The word shibboleth means “a custom, principle, or belief distinguishing a particular class or group of people, especially a long-standing one regarded as outmoded or no longer important,” although how knowledge of that definition furthers one’s way into the poem is a bit unclear. But it doesn’t really matter—even if one isn’t privy to how the title fits (or does not fit), the poem itself is too silly and fun to read to be bothered. The beauty of The Sommelier (someone who literally is an expert on wine) cracking opening a bottle of Thunderbird—a wine that no less authority than bumwine.com called “[t]he undisputed leader offive in foulness of flavor…[W]e highly discourage drinking this ghastly mixture of unknown chemicals unless you really are a bum”—is pure gold. The James Mason bit—James Mason being a now-little-known English actor—is great as well. That The Poet also believes his voice to sound like “a man being thrown through a bus window” is also very humorous, as poets were, of course, the original bards, making their living through orally reciting both their works and the famous works of others.

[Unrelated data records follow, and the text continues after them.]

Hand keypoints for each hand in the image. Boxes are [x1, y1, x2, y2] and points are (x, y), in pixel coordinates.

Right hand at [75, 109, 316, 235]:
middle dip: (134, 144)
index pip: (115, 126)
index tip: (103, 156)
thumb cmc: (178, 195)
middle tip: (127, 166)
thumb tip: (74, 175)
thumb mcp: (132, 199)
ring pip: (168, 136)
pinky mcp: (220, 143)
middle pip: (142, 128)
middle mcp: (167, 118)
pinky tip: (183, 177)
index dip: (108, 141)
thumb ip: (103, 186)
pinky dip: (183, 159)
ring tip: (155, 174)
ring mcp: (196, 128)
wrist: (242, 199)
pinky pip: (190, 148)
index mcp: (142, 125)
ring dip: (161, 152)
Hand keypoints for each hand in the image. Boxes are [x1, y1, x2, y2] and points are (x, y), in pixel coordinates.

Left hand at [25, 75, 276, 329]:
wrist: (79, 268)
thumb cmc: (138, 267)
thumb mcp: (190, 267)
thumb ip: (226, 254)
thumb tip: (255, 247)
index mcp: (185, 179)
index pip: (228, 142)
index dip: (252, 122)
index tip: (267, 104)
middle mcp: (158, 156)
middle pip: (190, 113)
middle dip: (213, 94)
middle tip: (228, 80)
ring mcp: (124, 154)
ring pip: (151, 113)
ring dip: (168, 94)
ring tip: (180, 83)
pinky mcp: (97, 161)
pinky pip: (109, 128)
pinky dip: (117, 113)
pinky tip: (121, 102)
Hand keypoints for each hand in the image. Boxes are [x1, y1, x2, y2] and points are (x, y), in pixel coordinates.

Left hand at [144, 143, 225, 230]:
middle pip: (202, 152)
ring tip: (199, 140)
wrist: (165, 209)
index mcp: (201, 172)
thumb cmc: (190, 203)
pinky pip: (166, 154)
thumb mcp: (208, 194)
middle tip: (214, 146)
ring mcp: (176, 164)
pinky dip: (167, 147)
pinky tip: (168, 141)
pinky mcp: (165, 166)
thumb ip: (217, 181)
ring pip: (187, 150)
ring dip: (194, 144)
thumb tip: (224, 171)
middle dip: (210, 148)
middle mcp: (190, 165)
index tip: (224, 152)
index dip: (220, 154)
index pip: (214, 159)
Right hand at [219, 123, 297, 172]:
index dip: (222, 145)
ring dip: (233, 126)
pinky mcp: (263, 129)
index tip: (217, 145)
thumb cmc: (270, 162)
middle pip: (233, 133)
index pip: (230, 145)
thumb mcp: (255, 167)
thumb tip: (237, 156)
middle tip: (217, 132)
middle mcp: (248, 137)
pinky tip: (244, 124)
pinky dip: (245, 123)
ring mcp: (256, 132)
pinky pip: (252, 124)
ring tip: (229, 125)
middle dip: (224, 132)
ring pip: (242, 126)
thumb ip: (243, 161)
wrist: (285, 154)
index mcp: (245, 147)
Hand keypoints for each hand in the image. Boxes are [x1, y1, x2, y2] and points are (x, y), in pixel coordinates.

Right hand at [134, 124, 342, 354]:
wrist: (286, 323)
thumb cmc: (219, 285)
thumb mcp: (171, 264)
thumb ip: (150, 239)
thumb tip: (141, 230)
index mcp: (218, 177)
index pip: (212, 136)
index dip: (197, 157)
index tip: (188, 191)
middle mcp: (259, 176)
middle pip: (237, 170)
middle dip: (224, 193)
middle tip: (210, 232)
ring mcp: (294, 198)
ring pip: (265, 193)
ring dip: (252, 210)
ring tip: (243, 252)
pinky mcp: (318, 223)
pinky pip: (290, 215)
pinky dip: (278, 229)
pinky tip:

Many of the poems in High Life are like “Shibboleth”; they subvert the stereotypical contemporary poetic experience, meaning that all of the work in the collection is definitely poetry and yet at the same times it reads like some “other” category, one that defies genre and any quick and easy categorization. In this respect it reminded me of Laura Solomon’s great 2011 collection The Hermit. It also reminded me of Jack Handey’s indispensable Deep Thoughts by Jack Handey.With its insouciance and levity, High Life allows its reader to, from poem to poem, fully embody the book in a way that most collections don’t, and the fact that there aren’t any sections in the volume greatly helps in terms of such readerly suction. As someone who reads a lot of contemporary poetry books, I’m sad to say that I regularly can wait to turn the page in a lot of them. But High Life is a volume that I would truly call a page-turner.

Why do good books not get good reviews—or get no reviews whatsoever? There are too many reasons to count, but it’s heartening to know that whatever the latest “poetry is dead” faux-argument is occurring right now, there really are great poets out there writing great poems. Please read Adam DeGraff and Phil Estes. Please read Wherewithal and High Life.